* [SOURCE DATA]:
__________

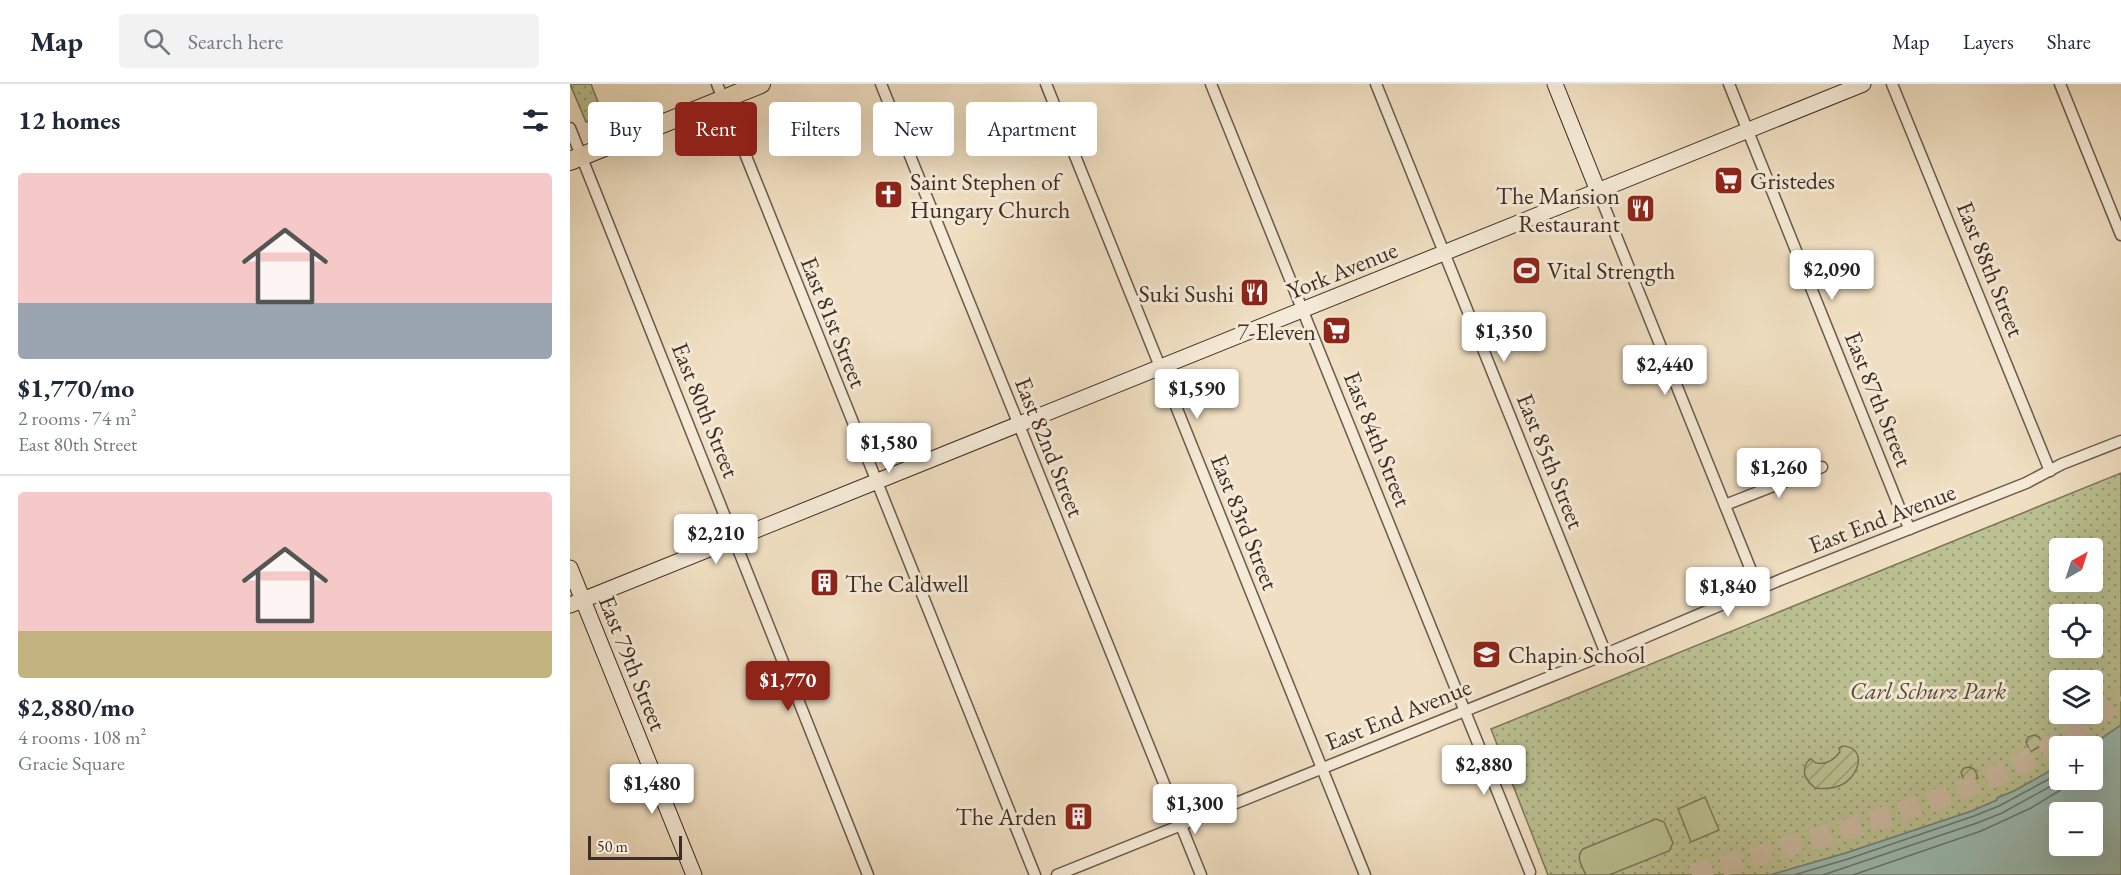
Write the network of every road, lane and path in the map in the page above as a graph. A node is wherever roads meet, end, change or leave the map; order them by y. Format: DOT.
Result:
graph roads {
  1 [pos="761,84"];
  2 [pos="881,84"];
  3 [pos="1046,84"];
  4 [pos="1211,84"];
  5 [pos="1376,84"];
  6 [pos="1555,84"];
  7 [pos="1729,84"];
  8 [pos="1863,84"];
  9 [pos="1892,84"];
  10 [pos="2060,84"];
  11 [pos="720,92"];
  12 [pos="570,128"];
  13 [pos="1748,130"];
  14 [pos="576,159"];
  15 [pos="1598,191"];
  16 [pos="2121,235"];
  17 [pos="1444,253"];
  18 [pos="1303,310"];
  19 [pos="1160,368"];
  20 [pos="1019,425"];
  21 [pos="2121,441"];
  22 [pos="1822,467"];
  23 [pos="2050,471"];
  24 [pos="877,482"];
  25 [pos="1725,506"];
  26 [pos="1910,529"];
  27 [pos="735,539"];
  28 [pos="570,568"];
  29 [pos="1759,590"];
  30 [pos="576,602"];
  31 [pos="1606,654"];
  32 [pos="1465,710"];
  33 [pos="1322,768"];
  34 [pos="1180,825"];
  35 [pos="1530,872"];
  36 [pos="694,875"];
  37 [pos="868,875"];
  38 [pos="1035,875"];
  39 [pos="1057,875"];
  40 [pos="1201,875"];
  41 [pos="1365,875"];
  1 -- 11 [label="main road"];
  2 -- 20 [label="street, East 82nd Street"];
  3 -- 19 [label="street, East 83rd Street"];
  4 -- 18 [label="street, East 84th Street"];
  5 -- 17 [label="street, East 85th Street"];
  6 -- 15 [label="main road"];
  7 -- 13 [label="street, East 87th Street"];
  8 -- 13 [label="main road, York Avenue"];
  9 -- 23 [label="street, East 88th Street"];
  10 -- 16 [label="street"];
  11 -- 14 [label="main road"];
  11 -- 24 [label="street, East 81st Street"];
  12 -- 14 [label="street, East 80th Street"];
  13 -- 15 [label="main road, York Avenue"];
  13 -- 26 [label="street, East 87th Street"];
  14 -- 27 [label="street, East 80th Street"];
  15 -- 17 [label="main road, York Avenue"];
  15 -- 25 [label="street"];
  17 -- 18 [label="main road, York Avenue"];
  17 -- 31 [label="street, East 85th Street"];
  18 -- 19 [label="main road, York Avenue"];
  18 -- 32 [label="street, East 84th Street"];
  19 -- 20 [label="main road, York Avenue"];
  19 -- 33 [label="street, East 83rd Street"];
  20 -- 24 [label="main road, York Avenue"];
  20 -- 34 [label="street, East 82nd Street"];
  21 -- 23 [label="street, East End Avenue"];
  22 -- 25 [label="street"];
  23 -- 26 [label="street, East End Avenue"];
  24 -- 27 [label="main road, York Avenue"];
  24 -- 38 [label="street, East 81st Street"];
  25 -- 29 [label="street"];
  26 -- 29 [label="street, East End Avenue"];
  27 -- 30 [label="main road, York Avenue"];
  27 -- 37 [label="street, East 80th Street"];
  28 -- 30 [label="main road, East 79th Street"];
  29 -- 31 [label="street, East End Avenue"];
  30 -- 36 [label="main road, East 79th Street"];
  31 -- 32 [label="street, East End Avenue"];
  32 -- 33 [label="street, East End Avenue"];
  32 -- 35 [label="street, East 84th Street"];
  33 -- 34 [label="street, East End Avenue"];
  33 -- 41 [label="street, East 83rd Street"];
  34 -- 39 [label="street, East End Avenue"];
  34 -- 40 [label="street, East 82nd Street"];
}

__________

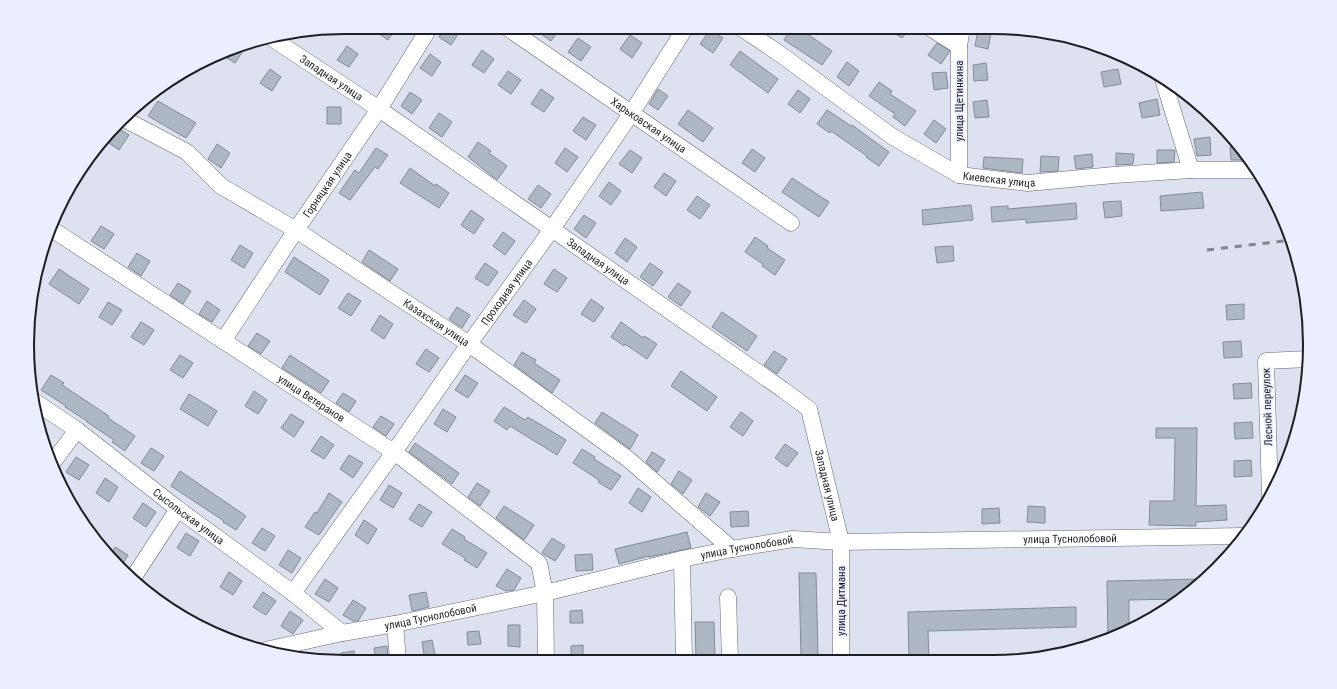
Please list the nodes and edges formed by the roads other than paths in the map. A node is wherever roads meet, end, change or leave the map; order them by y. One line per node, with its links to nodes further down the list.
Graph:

__________

Find each line in the data above with the word "wherever", then copy it.

Write the network of every road, lane and path in the map in the page above as a graph. A node is wherever roads meet, end, change or leave the map; order them by y. Format: DOT.
Please list the nodes and edges formed by the roads other than paths in the map. A node is wherever roads meet, end, change or leave the map; order them by y. One line per node, with its links to nodes further down the list.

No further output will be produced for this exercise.